Stored data entries
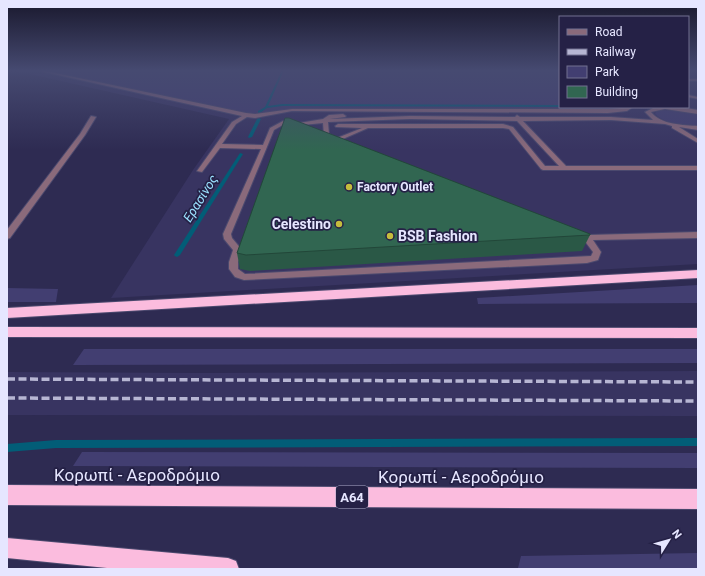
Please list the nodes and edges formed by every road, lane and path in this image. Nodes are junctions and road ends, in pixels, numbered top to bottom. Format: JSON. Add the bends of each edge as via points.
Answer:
{"nodes":[{"id":1,"x":162,"y":97,"type":"edge"},
{"id":2,"x":630,"y":108,"type":"edge"},
{"id":3,"x":658,"y":108,"type":"edge"},
{"id":4,"x":677,"y":108,"type":"edge"},
{"id":5,"x":689,"y":109,"type":"edge"},
{"id":6,"x":648,"y":112,"type":"junction"},
{"id":7,"x":698,"y":112,"type":"edge"},
{"id":8,"x":364,"y":114,"type":"junction"},
{"id":9,"x":246,"y":115,"type":"junction"},
{"id":10,"x":295,"y":115,"type":"junction"},
{"id":11,"x":517,"y":117,"type":"junction"},
{"id":12,"x":93,"y":118,"type":"dead end"},
{"id":13,"x":325,"y":120,"type":"junction"},
{"id":14,"x":302,"y":122,"type":"junction"},
{"id":15,"x":290,"y":123,"type":"junction"},
{"id":16,"x":668,"y":123,"type":"junction"},
{"id":17,"x":338,"y":126,"type":"dead end"},
{"id":18,"x":369,"y":126,"type":"junction"},
{"id":19,"x":698,"y":128,"type":"edge"},
{"id":20,"x":336,"y":140,"type":"junction"},
{"id":21,"x":698,"y":142,"type":"edge"},
{"id":22,"x":351,"y":145,"type":"edge"},
{"id":23,"x":218,"y":146,"type":"junction"},
{"id":24,"x":265,"y":147,"type":"junction"},
{"id":25,"x":564,"y":168,"type":"junction"},
{"id":26,"x":698,"y":168,"type":"edge"},
{"id":27,"x":200,"y":171,"type":"dead end"},
{"id":28,"x":573,"y":232,"type":"edge"},
{"id":29,"x":698,"y":235,"type":"edge"},
{"id":30,"x":7,"y":236,"type":"edge"},
{"id":31,"x":587,"y":238,"type":"junction"},
{"id":32,"x":698,"y":274,"type":"edge"},
{"id":33,"x":7,"y":313,"type":"edge"},
{"id":34,"x":7,"y":332,"type":"edge"},
{"id":35,"x":698,"y":332,"type":"edge"},
{"id":36,"x":7,"y":495,"type":"edge"},
{"id":37,"x":698,"y":499,"type":"edge"},
{"id":38,"x":7,"y":548,"type":"edge"},
{"id":39,"x":228,"y":569,"type":"edge"}],
"edges":[{"from":1,"to":9,"type":"street"},
{"from":2,"to":9,"type":"street","via":[[608,111],[300,110]]},
{"from":3,"to":6,"type":"street"},
{"from":4,"to":5,"type":"street"},
{"from":5,"to":7,"type":"street"},
{"from":6,"to":11,"type":"street","via":[[634,115]]},
{"from":6,"to":16,"type":"street","via":[[652,117]]},
{"from":8,"to":10,"type":"street"},
{"from":8,"to":11,"type":"street"},
{"from":8,"to":13,"type":"street","via":[[334,116]]},
{"from":9,"to":23,"type":"street","via":[[234,122]]},
{"from":10,"to":14,"type":"street","via":[[307,118]]},
{"from":10,"to":15,"type":"street","via":[[282,120]]},
{"from":11,"to":13,"type":"street"},
{"from":11,"to":16,"type":"street","via":[[636,119]]},
{"from":11,"to":25,"type":"street"},
{"from":12,"to":30,"type":"street"},
{"from":13,"to":14,"type":"street"},
{"from":13,"to":20,"type":"street","via":[[326,135]]},
{"from":14,"to":15,"type":"street"},
{"from":15,"to":24,"type":"street","via":[[272,129]]},
{"from":16,"to":19,"type":"street"},
{"from":16,"to":21,"type":"street"},
{"from":17,"to":18,"type":"street"},
{"from":18,"to":20,"type":"street"},
{"from":18,"to":25,"type":"street","via":[[508,127],[542,168]]},
{"from":20,"to":22,"type":"street"},
{"from":23,"to":24,"type":"street"},
{"from":23,"to":27,"type":"street"},
{"from":24,"to":31,"type":"street","via":[[227,234],[228,239],[238,250],[232,264],[233,268],[244,277],[587,260],[595,258],[597,252]]},
{"from":25,"to":26,"type":"street"},
{"from":28,"to":31,"type":"street"},
{"from":29,"to":31,"type":"street"},
{"from":32,"to":33,"type":"highway"},
{"from":34,"to":35,"type":"highway"},
{"from":36,"to":37,"type":"highway","name":"Κορωπί - Αεροδρόμιο","number":"Α64"},
{"from":38,"to":39,"type":"highway"}]}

→ **ACTIVITY**:
Find the word "nodes" in the entries, then copy out every line that has it.

→ **ANSWER AREA**:
Please list the nodes and edges formed by every road, lane and path in this image. Nodes are junctions and road ends, in pixels, numbered top to bottom. Format: JSON. Add the bends of each edge as via points.
{"nodes":[{"id":1,"x":162,"y":97,"type":"edge"},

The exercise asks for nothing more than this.